#### DATASET
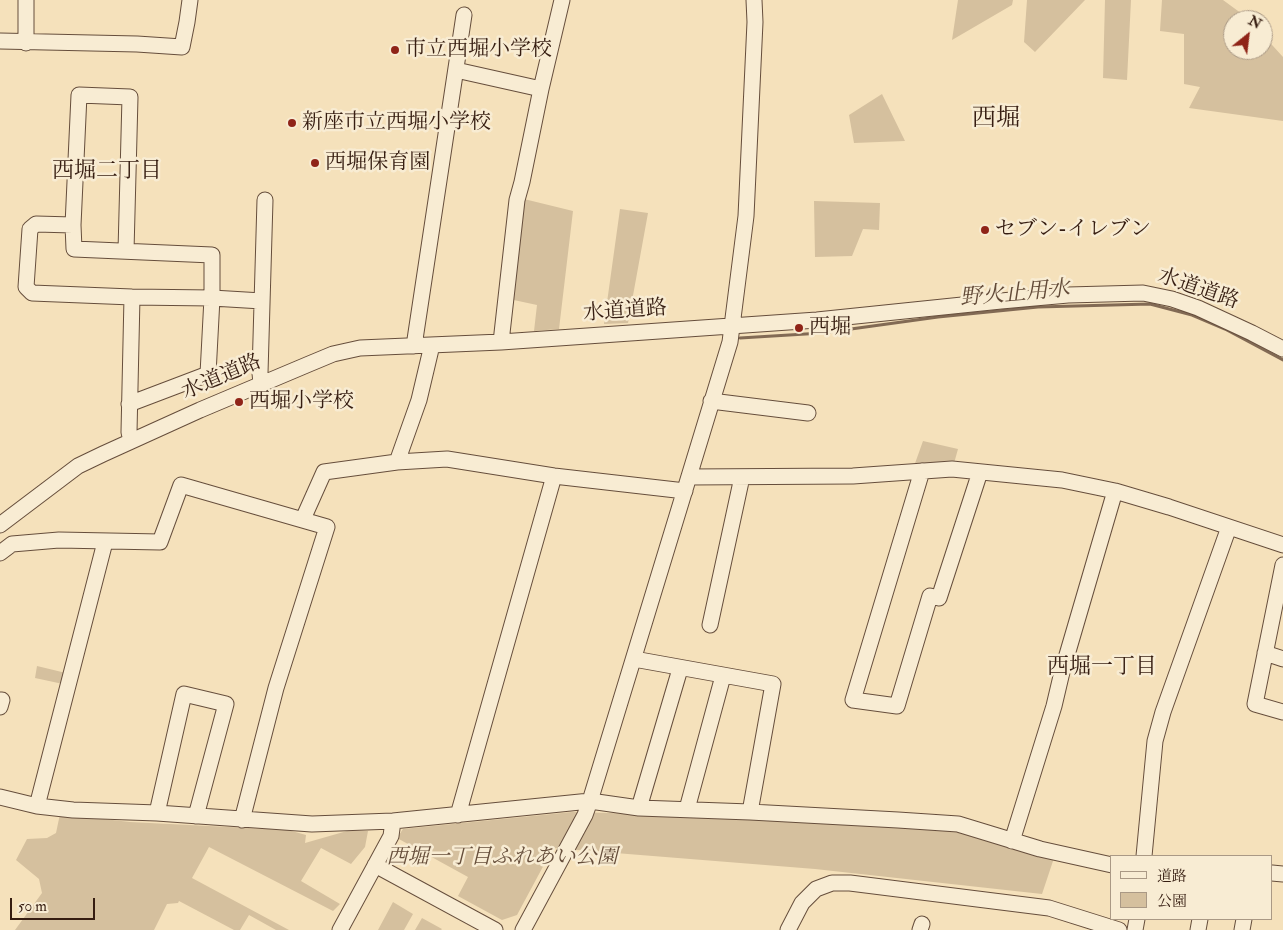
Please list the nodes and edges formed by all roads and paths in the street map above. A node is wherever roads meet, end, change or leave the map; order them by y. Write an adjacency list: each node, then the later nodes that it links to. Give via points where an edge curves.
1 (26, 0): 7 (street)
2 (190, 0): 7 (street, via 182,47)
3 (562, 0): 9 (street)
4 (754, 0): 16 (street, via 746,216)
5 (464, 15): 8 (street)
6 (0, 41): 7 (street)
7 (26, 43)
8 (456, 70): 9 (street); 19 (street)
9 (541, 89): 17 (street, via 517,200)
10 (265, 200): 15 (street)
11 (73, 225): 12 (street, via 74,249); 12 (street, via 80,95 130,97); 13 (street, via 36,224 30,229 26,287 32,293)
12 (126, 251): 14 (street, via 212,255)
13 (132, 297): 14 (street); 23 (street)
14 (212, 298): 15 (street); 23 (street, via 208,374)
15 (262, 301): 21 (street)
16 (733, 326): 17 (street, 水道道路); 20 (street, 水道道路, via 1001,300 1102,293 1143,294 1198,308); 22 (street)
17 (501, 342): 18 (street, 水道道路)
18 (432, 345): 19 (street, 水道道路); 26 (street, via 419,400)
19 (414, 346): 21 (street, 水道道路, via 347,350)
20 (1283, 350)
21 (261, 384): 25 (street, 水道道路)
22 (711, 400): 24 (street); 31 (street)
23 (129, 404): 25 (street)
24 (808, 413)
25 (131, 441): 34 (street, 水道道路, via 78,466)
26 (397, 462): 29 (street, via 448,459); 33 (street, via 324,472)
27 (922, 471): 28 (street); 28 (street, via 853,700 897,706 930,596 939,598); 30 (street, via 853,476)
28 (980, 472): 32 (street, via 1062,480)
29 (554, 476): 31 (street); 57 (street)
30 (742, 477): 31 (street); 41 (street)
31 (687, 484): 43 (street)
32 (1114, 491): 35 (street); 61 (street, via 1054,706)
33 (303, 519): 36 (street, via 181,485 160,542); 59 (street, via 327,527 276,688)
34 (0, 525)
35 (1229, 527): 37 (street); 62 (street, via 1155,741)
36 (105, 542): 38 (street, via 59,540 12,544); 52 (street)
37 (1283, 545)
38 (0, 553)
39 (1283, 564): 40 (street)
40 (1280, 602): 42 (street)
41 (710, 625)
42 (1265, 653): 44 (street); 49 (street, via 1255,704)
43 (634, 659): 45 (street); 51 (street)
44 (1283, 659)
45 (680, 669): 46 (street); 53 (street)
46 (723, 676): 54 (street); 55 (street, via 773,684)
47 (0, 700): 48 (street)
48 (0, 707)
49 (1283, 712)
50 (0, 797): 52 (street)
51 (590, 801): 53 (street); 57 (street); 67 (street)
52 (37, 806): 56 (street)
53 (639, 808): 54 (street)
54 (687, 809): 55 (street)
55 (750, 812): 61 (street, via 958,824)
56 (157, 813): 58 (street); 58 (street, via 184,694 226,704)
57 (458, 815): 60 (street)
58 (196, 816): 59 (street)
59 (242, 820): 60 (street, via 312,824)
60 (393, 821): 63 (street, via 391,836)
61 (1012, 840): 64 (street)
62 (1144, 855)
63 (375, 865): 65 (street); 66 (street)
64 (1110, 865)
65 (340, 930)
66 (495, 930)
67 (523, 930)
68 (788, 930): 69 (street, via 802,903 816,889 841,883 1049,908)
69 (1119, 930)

---

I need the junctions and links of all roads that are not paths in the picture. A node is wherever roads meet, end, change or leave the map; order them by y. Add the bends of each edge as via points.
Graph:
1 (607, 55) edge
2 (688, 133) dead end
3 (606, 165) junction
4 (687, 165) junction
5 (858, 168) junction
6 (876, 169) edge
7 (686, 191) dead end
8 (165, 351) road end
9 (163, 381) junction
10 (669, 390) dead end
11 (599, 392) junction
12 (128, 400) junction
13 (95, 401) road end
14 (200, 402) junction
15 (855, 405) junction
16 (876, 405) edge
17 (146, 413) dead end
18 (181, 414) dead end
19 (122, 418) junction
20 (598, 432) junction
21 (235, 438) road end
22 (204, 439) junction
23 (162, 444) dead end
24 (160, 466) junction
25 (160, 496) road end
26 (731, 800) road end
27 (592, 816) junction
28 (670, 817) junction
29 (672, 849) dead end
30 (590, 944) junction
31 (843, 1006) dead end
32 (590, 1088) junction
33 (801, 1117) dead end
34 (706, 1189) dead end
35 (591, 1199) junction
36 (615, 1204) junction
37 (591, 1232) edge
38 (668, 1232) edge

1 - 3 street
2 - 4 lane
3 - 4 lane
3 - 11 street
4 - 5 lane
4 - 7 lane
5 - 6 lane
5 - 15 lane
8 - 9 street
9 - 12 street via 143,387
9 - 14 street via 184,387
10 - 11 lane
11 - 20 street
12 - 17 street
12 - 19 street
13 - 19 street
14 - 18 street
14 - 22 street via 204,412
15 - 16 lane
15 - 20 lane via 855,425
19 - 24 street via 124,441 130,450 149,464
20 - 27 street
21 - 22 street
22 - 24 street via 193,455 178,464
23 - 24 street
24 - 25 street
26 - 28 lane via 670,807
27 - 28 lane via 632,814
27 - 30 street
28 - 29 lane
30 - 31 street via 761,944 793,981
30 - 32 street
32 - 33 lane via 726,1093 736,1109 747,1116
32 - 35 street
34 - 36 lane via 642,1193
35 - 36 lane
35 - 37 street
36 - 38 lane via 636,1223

#### WHAT NEEDS TO BE DONE
Show each line of the material where the word "node" occurs.

#### SOLUTION FOR THIS PROBLEM
Please list the nodes and edges formed by all roads and paths in the street map above. A node is wherever roads meet, end, change or leave the map; order them by y. Write an adjacency list: each node, then the later nodes that it links to. Give via points where an edge curves.
I need the junctions and links of all roads that are not paths in the picture. A node is wherever roads meet, end, change or leave the map; order them by y. Add the bends of each edge as via points.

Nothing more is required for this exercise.